Which lines of the data contain the string "Bramante"? Copy every one.

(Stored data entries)
- Opening Delimiter -

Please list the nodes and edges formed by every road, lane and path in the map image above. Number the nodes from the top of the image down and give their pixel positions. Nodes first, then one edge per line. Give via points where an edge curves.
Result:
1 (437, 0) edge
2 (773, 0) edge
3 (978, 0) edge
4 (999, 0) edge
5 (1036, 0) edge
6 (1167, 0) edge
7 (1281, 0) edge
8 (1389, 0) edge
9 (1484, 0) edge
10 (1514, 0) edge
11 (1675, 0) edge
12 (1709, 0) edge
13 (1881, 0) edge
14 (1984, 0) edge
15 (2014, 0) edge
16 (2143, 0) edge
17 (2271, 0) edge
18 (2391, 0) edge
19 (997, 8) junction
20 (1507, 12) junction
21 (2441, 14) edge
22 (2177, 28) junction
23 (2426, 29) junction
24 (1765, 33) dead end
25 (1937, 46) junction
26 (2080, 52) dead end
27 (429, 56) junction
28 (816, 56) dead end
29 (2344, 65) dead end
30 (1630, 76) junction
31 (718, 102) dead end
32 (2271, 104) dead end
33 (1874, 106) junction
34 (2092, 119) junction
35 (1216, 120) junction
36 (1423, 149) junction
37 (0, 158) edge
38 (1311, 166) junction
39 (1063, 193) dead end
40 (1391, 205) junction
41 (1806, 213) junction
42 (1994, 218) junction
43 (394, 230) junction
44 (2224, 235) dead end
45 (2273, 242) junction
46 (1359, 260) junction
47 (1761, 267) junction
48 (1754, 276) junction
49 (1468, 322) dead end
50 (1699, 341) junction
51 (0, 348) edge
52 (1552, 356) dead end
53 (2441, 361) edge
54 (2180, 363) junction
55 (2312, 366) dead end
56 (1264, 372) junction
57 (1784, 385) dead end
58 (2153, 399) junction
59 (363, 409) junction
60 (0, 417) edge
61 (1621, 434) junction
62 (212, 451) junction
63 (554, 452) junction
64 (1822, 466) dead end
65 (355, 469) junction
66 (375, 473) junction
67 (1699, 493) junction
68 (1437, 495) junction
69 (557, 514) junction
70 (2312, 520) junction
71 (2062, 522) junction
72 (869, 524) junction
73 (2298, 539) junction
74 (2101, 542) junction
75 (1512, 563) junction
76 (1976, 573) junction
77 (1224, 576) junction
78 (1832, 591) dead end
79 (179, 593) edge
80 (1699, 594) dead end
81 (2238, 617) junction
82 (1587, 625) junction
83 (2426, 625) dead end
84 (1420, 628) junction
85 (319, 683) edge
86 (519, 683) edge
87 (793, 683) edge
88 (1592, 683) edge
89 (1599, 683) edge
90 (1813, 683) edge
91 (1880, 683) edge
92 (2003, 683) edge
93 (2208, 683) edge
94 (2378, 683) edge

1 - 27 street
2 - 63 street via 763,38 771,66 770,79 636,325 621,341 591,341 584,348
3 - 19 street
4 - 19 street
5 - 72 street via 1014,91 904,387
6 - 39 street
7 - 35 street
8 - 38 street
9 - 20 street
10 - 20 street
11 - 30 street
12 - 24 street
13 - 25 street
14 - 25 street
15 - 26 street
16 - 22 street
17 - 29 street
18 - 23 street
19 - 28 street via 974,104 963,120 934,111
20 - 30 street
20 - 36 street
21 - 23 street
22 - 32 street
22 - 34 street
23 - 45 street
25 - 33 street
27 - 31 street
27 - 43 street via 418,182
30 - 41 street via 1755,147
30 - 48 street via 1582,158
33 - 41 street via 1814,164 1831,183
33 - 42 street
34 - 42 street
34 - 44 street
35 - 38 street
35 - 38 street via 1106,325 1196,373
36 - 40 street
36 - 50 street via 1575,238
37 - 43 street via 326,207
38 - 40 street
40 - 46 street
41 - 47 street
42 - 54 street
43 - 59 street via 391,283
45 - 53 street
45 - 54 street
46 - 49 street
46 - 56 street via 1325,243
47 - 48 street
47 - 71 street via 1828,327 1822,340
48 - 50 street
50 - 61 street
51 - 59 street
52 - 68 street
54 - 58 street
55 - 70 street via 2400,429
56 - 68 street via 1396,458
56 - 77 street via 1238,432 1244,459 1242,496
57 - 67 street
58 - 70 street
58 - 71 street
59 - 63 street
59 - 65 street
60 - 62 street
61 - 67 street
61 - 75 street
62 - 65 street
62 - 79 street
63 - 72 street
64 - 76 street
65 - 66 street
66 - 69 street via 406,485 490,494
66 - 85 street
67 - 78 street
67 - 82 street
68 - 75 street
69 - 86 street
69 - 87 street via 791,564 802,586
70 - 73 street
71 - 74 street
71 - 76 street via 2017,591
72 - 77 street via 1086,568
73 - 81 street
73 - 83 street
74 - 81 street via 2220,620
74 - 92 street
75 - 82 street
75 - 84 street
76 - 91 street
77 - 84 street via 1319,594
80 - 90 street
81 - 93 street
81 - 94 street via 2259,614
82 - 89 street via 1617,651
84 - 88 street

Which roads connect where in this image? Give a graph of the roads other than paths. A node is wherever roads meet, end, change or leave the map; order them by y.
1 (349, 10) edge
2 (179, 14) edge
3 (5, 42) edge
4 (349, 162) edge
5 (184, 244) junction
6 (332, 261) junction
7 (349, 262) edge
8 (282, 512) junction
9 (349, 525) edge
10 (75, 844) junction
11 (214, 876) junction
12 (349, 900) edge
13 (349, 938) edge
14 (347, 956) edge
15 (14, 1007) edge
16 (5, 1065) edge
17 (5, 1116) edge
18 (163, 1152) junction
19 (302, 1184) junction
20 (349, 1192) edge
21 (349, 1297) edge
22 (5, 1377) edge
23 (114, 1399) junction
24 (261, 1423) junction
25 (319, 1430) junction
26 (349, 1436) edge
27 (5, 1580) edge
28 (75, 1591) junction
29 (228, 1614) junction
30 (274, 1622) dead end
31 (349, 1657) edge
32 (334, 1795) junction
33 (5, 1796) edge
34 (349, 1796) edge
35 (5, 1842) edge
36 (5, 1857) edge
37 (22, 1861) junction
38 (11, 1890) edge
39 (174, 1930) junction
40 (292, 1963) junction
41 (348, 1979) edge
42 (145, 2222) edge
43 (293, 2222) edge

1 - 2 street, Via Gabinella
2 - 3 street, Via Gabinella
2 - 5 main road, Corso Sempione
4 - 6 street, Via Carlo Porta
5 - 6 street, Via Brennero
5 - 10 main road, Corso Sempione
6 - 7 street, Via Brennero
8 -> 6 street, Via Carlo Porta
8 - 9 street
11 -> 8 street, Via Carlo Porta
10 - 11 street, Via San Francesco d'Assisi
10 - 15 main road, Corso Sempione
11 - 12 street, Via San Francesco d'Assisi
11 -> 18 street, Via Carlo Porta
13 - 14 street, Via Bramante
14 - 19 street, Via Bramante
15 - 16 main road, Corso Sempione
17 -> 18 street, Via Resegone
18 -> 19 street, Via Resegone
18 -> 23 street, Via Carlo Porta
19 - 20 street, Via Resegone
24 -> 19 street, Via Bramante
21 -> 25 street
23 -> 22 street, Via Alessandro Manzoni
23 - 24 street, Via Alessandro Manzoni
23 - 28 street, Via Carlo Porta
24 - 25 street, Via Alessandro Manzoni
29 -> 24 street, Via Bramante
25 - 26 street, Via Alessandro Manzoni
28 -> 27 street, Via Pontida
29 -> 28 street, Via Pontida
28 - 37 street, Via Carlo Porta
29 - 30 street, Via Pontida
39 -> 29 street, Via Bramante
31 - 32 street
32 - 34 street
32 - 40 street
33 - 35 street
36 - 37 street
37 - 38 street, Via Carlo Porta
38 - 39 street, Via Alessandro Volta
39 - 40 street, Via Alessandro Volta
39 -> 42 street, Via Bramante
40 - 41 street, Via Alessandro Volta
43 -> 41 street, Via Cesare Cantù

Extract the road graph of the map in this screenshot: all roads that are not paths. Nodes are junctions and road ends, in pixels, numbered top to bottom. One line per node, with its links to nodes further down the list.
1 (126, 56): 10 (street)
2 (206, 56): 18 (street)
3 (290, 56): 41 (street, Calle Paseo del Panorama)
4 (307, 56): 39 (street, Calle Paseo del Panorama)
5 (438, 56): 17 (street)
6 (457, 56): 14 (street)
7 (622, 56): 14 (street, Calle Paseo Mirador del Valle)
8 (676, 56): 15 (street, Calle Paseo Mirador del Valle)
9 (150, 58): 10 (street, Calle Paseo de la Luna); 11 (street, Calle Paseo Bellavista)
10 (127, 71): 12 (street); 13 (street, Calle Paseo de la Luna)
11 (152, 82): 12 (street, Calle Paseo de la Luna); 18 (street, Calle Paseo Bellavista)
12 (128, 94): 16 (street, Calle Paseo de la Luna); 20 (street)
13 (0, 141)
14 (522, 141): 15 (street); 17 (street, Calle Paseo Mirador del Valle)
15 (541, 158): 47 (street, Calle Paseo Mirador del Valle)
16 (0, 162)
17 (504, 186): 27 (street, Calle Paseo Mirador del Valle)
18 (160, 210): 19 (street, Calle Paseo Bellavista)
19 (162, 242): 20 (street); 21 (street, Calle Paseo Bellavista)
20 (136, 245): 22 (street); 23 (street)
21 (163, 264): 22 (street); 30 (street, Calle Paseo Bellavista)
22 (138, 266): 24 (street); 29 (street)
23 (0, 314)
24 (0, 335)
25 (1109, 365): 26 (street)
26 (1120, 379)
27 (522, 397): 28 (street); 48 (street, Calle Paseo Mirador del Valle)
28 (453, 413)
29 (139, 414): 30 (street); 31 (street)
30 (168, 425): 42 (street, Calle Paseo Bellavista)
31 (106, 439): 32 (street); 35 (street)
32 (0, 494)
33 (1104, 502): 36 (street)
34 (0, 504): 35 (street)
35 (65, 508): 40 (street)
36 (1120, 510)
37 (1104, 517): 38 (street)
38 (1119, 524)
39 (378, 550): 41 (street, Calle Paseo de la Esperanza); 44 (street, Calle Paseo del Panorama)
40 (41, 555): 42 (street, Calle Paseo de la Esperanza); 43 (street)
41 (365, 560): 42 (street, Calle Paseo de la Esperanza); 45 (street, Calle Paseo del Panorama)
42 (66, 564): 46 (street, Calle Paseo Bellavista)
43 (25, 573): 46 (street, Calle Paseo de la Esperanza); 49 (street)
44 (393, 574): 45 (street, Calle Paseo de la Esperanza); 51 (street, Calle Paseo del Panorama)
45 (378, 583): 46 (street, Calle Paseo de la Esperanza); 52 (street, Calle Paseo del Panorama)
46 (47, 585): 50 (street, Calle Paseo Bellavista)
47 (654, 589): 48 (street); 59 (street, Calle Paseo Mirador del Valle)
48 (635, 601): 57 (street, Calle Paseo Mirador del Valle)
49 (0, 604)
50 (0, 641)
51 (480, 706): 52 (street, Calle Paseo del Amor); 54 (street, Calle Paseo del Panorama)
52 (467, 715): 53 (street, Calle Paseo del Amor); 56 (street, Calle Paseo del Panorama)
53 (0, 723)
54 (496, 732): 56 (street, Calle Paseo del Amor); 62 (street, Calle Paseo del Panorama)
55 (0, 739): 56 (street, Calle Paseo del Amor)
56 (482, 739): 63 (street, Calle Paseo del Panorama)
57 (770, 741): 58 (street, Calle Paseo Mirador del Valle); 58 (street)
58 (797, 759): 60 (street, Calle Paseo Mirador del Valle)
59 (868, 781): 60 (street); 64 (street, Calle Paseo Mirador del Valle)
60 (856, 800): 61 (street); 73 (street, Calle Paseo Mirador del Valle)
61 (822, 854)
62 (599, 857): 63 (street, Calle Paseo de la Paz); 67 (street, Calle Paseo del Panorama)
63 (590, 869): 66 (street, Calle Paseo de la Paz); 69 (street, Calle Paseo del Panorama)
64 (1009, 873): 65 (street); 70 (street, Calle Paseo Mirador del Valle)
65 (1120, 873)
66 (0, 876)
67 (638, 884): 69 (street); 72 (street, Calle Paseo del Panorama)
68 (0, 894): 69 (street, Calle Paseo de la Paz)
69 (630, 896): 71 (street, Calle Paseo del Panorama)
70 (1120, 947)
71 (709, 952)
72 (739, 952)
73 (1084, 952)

- Closing Delimiter -

Solution to this exercise –
13 - 14 street, Via Bramante
14 - 19 street, Via Bramante
24 -> 19 street, Via Bramante
29 -> 24 street, Via Bramante
39 -> 29 street, Via Bramante
39 -> 42 street, Via Bramante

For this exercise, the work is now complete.